The point is, we definitely want our “narrative” system to make ships, battlegroups, task forces, and fleets more powerful, but have a robust system in place to track the point cost of these improvements to ensure players don’t “run away” with the “overpowered pitfall” you describe.
May 25, 2021 at 5:05 pm #1649611That sounds pretty cool, and also makes a lot of sense. Some people will want to newest toy on the block whereas others just keep adding things to what they have to keep it in the fight.
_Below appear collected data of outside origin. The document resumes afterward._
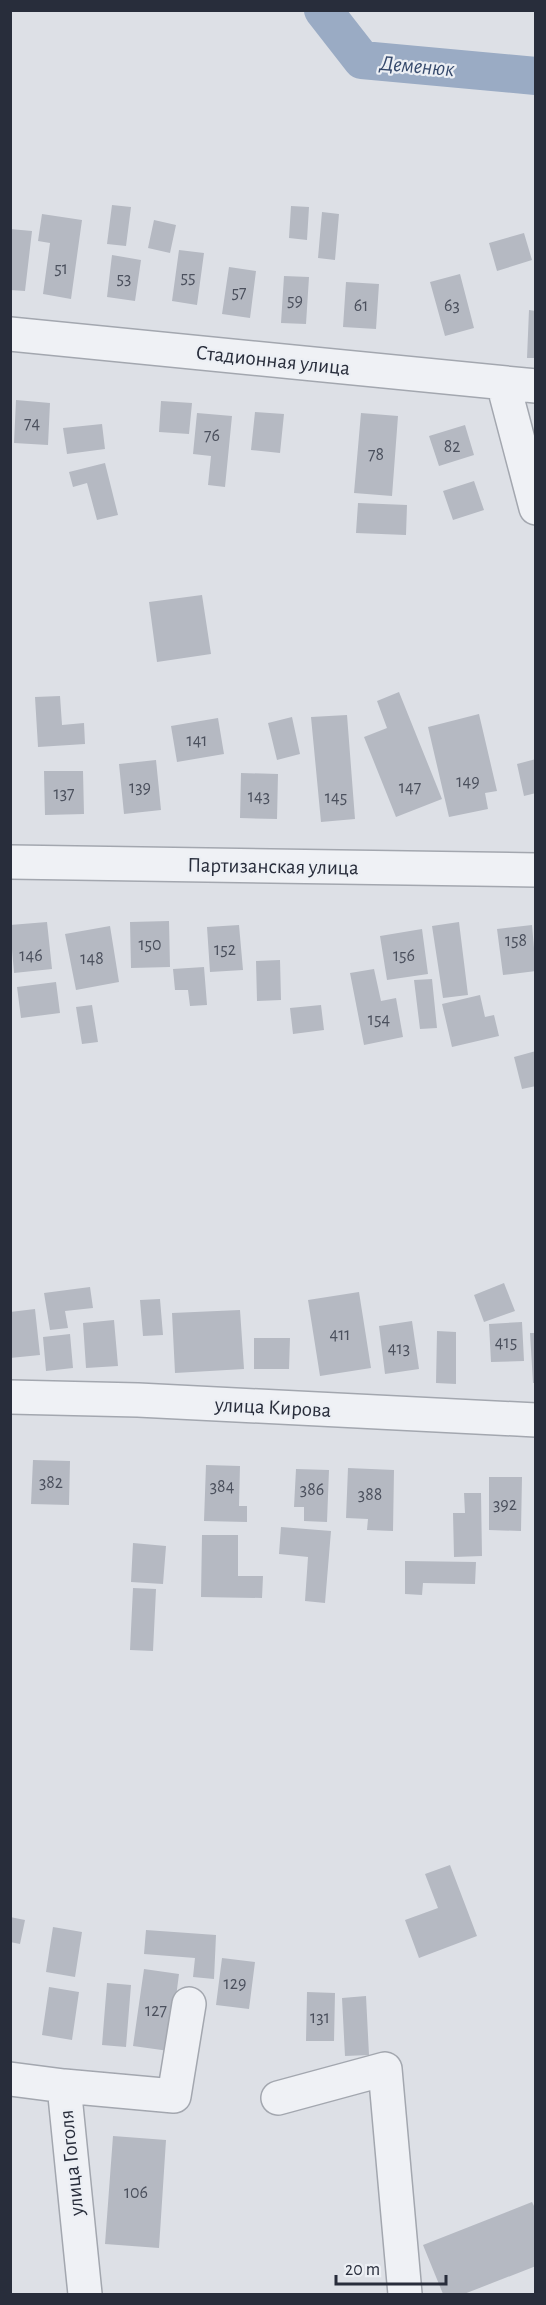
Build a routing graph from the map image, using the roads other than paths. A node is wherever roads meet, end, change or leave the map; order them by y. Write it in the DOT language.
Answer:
graph roads {
  1 [pos="10,334"];
  2 [pos="503,384"];
  3 [pos="536,386"];
  4 [pos="536,508"];
  5 [pos="10,862"];
  6 [pos="536,870"];
  7 [pos="10,1397"];
  8 [pos="536,1420"];
  9 [pos="189,2004"];
  10 [pos="10,2079"];
  11 [pos="64,2086"];
  12 [pos="278,2098"];
  13 [pos="85,2295"];
  14 [pos="405,2295"];
  1 -- 2 [label="street, Стадионная улица"];
  2 -- 3 [label="street, Стадионная улица"];
  2 -- 4 [label="street"];
  5 -- 6 [label="street, Партизанская улица"];
  7 -- 8 [label="street, улица Кирова"];
  9 -- 11 [label="street"];
  10 -- 11 [label="street, улица Гоголя"];
  11 -- 13 [label="street, улица Гоголя"];
  12 -- 14 [label="street"];
}
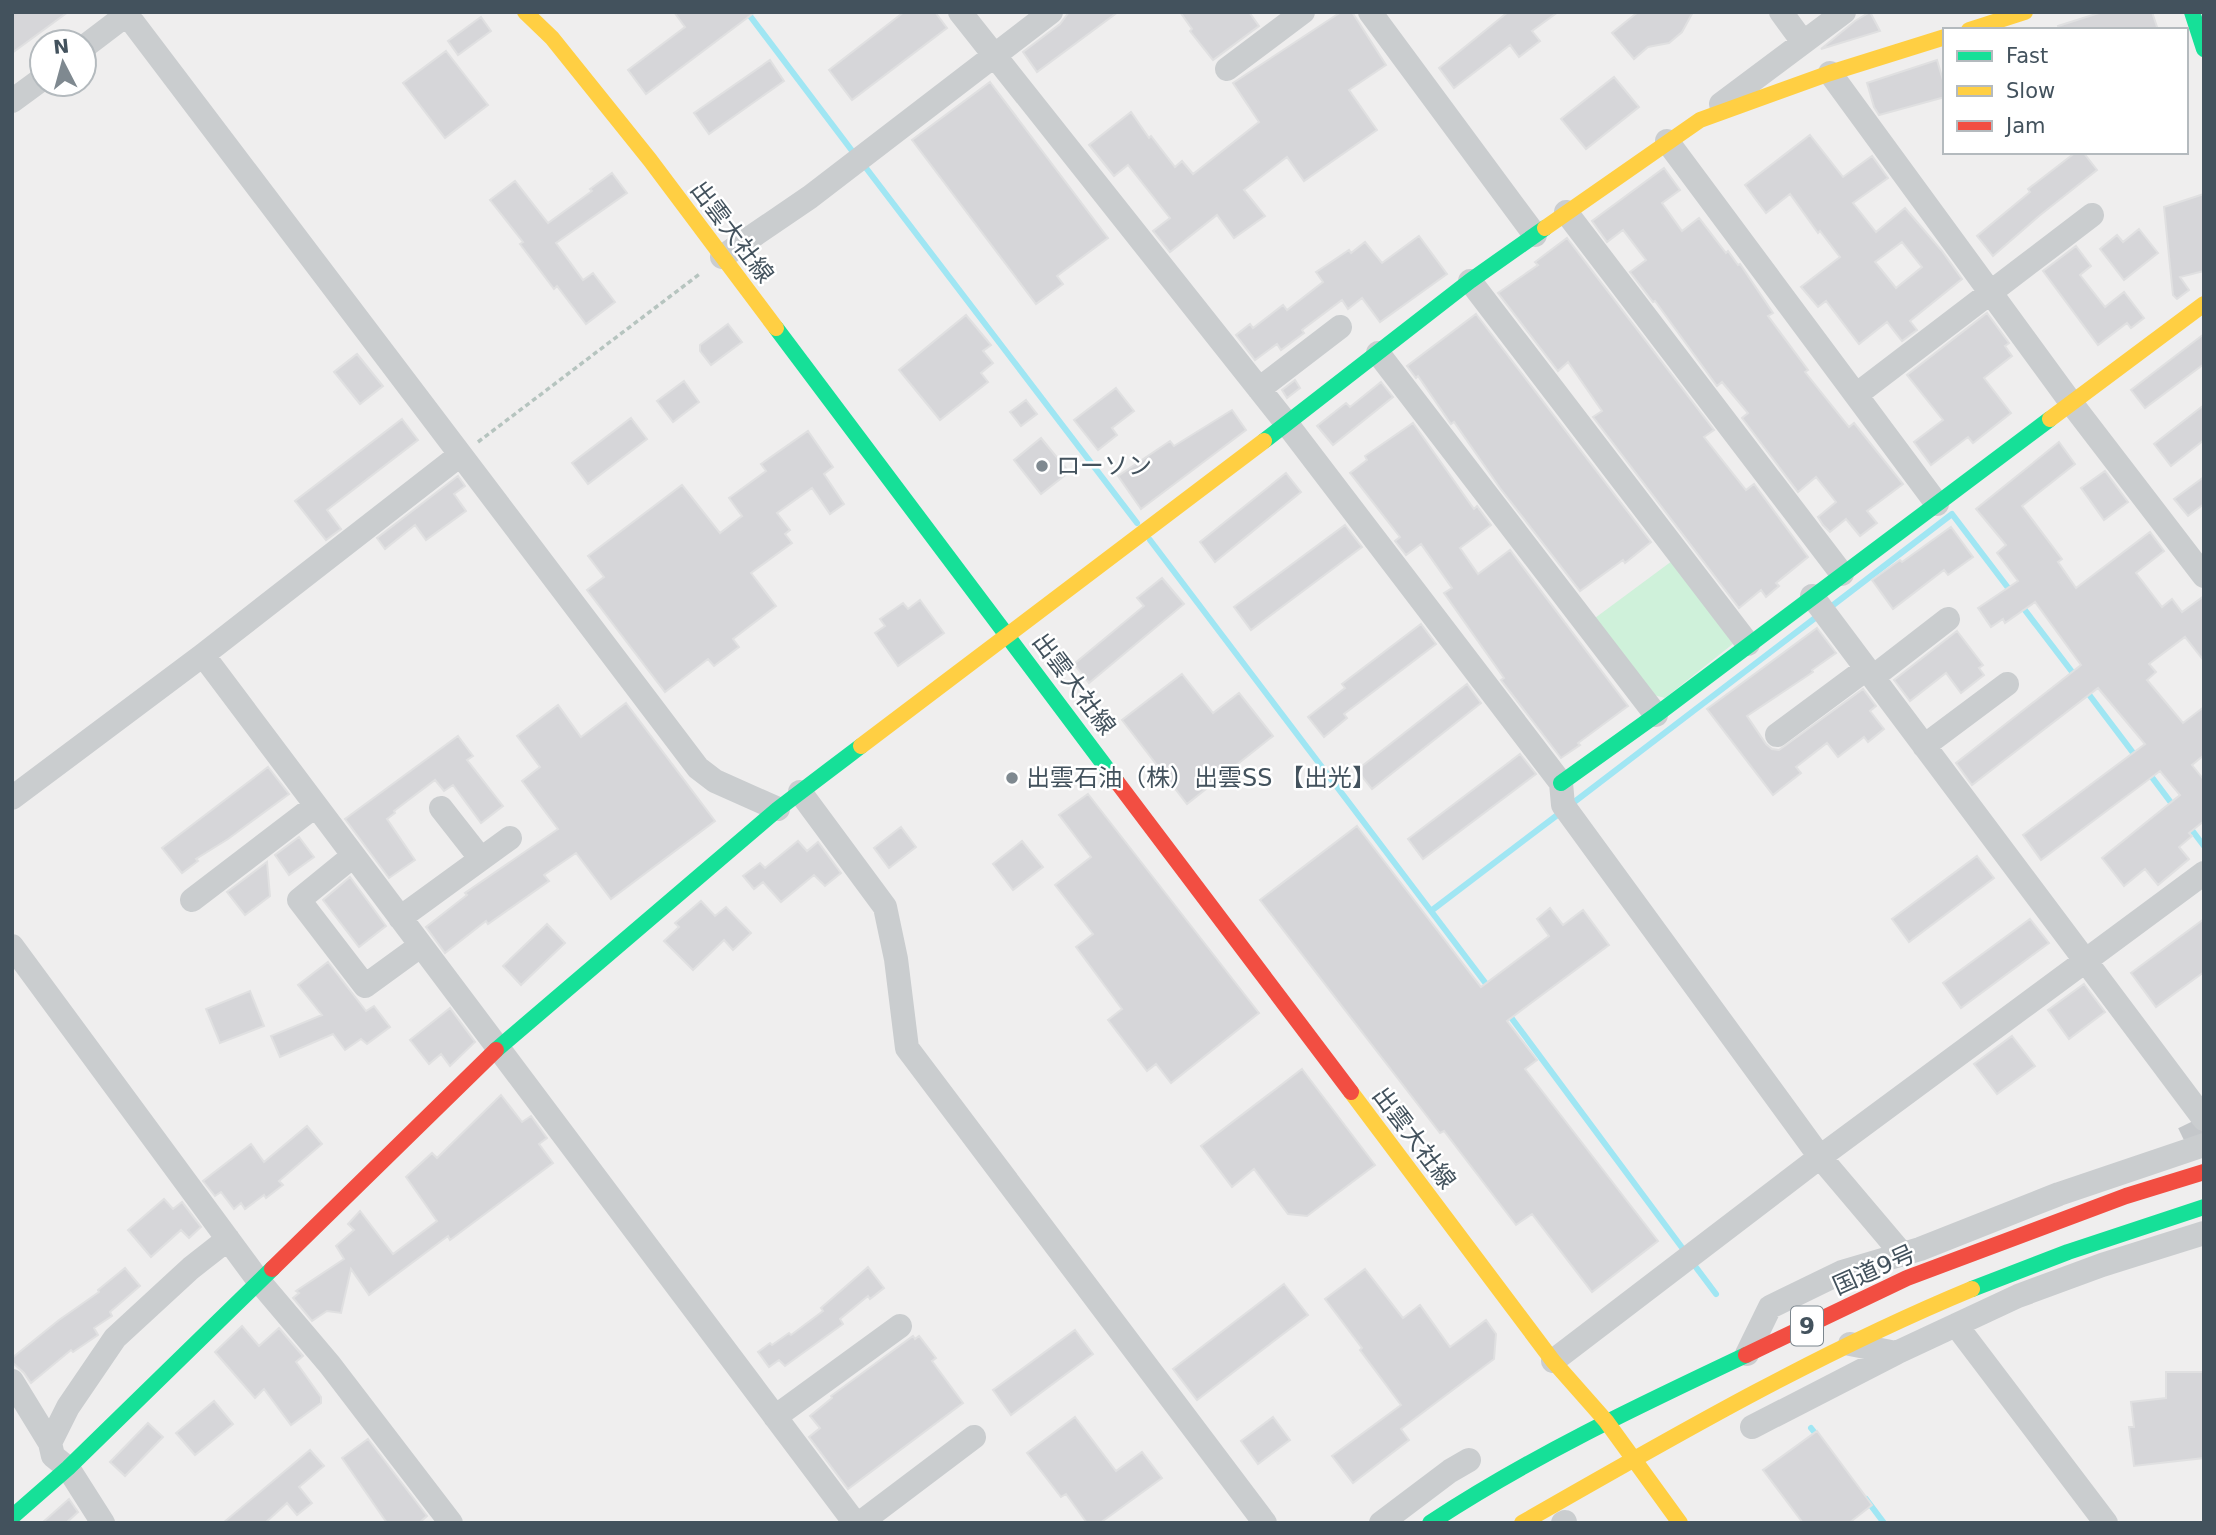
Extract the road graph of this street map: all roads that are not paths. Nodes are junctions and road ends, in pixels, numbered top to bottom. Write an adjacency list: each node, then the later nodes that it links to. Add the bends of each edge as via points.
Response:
1 (525, 12): 26 (main road, 出雲大社線, via 604,101)
2 (960, 12): 16 (street)
3 (1051, 12): 16 (street)
4 (1303, 12): 17 (street)
5 (1370, 12): 25 (street)
6 (1780, 12): 14 (street)
7 (1844, 12): 14 (street)
8 (2025, 12): 11 (main road)
9 (2192, 12): 15 (main road)
10 (127, 13): 12 (street); 36 (street)
11 (1975, 28)
12 (98, 36)
13 (1943, 38): 18 (main road)
14 (1804, 43): 21 (street)
15 (2204, 49)
16 (994, 57): 26 (street, via 810,197); 32 (street)
17 (1227, 69)
18 (1830, 73): 21 (main road); 28 (street)
19 (28, 89): 20 (street)
20 (12, 101)
21 (1700, 120): 22 (main road)
22 (1667, 141): 23 (main road); 33 (street)
23 (1566, 212): 25 (main road); 38 (street)
24 (2092, 215): 28 (street)
25 (1535, 235): 27 (main road)
26 (722, 257): 42 (main road, 出雲大社線)
27 (1470, 281): 31 (main road); 43 (street)
28 (1990, 291): 33 (street); 34 (street)
29 (2204, 304): 34 (main road)
30 (1340, 327): 32 (street)
31 (1378, 352): 35 (main road); 47 (street)
32 (1259, 389): 35 (street)
33 (1856, 395): 37 (street)
34 (2072, 404): 37 (main road); 39 (street)
35 (1287, 424): 42 (main road); 50 (street)
36 (460, 455): 44 (street); 55 (street, via 698,768 715,781)
37 (1937, 505): 38 (main road)
38 (1842, 573): 40 (main road)
39 (2204, 576)
40 (1812, 596): 43 (main road); 45 (street)
41 (1948, 619): 45 (street)
42 (1009, 635): 51 (main road); 84 (main road, 出雲大社線)
43 (1748, 644): 47 (main road)
44 (203, 655): 52 (street); 53 (street)
45 (1869, 673): 48 (street); 49 (street)
46 (2007, 684): 49 (street)
47 (1656, 715): 50 (main road)
48 (1777, 734)
49 (1924, 746): 64 (street)
50 (1561, 783): 68 (street, via 1563,805)
51 (800, 792): 55 (main road); 100 (street, via 885,906 907,1048)
52 (12, 798)
53 (316, 806): 57 (street); 60 (street)
54 (441, 808): 58 (street)
55 (778, 809): 65 (main road)
56 (510, 838): 58 (street)
57 (353, 856): 61 (street); 63 (street, via 299,901 365,986)
58 (481, 859): 61 (street)
59 (2204, 873): 64 (street)
60 (192, 900)
61 (400, 918): 63 (street)
62 (12, 946): 75 (street)
63 (421, 946): 65 (street)
64 (2086, 962): 66 (street); 68 (street)
65 (497, 1049): 78 (main road); 86 (street)
66 (2196, 1121)
67 (2204, 1145): 70 (street)
68 (1820, 1157): 76 (street); 84 (street)
69 (2204, 1172): 73 (main road, 国道9号 / 9)
70 (2059, 1194): 73 (street); 76 (street)
71 (2204, 1207): 72 (main road, 9)
72 (2127, 1230): 77 (street); 81 (main road, 9)
73 (2031, 1232): 83 (main road, 国道9号 / 9, via 1907,1278)
74 (2204, 1233): 77 (street)
75 (228, 1239): 78 (street); 90 (street, via 115,1338 68,1407)
76 (1903, 1255): 83 (street, via 1843,1272 1770,1307)
77 (2102, 1265): 79 (street)
78 (258, 1280): 93 (main road); 97 (street, via 330,1365)
79 (1956, 1325): 82 (street); 104 (street)
80 (900, 1326): 86 (street)
81 (1848, 1344): 82 (street); 92 (main road, 9)
82 (1896, 1353): 88 (street)
83 (1747, 1354): 87 (main road, 国道9号 / 9)
84 (1553, 1361): 87 (main road, 出雲大社線)
85 (12, 1381): 90 (street)
86 (775, 1418): 98 (street)
87 (1606, 1421): 92 (main road, 出雲大社線); 102 (main road, 国道9号 / 9)
88 (1752, 1427)
89 (974, 1437): 99 (street)
90 (50, 1443): 93 (street, via 53,1456)
91 (1469, 1460): 101 (street)
92 (1633, 1460): 95 (main road, 9); 103 (main road, 出雲大社線)
93 (68, 1468): 94 (main road); 96 (street)
94 (12, 1517)
95 (1533, 1519)
96 (103, 1523)
97 (451, 1523)
98 (855, 1523)
99 (860, 1523)
100 (1265, 1523)
101 (1381, 1523)
102 (1430, 1523)
103 (1680, 1523)
104 (2106, 1523)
Definitely adds that certain air of ‘this is mine’ to units within a game rather than just ‘Knight to E4, Check’.
May 25, 2021 at 5:44 pm #1649622@crazyredcoat I think ‘scale’ may make it easier to add detail.
It’s weird to tell stories about sergeant Joe who held the ground in a 15mm Flames of War battle, because there are no individuals (technically not true as ‘warriors’ allow for this).And yet it isn’t impossible although the focus is more likely to shift to named vehicles.
As such I’d say : those that want to add narrative can dos so at any scale even if it appears impossible at first glance.
I can’t imagine naming all soldiers in a 15mm soviet horde … but that doesn’t mean it can’t be done.@deamonwolf I’d argue that your lack of joy for the game is making it hard to add narrative to 40k.
I know that I will have some sort of background narrative for my 40k spacemarines (when I get to that project)
Do we really need ‘official’ rules telling us when and where to add narrative ?
It is kind of nice that GW are adding them into the next iteration of AoS and the current version of 40k, but other than time and resources there is nothing stopping us from creating our own.I’d imagine that any club playing any game could tell you interesting stories about the battles they’ve fought.